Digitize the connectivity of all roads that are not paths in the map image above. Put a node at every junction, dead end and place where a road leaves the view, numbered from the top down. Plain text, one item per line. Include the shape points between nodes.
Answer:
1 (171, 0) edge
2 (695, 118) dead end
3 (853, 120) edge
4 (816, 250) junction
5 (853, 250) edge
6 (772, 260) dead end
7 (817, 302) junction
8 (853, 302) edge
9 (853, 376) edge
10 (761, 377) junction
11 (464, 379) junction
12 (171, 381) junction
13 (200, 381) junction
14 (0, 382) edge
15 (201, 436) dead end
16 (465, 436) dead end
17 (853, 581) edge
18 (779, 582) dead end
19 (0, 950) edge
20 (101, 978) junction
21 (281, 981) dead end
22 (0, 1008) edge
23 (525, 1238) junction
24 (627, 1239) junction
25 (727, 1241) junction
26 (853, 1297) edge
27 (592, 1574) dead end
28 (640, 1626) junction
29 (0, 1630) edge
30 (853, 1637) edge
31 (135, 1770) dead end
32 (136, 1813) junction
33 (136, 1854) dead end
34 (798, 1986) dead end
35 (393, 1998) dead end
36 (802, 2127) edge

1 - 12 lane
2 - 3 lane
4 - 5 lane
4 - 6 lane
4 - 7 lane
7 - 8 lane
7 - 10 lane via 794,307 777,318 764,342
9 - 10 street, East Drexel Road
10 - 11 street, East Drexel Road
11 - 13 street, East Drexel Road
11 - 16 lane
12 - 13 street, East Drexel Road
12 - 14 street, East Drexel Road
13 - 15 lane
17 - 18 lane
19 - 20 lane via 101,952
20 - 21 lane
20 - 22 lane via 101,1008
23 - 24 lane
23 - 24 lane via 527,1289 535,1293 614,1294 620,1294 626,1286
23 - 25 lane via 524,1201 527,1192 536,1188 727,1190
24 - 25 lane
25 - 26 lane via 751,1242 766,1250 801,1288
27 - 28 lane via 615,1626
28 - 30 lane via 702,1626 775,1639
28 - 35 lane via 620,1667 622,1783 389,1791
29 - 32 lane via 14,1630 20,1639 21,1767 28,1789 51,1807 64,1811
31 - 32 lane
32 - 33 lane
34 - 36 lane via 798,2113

TASK ITEM »
Only a number is expected here: how many lines above contain the word "street".

RESULT OF THE TASK »
5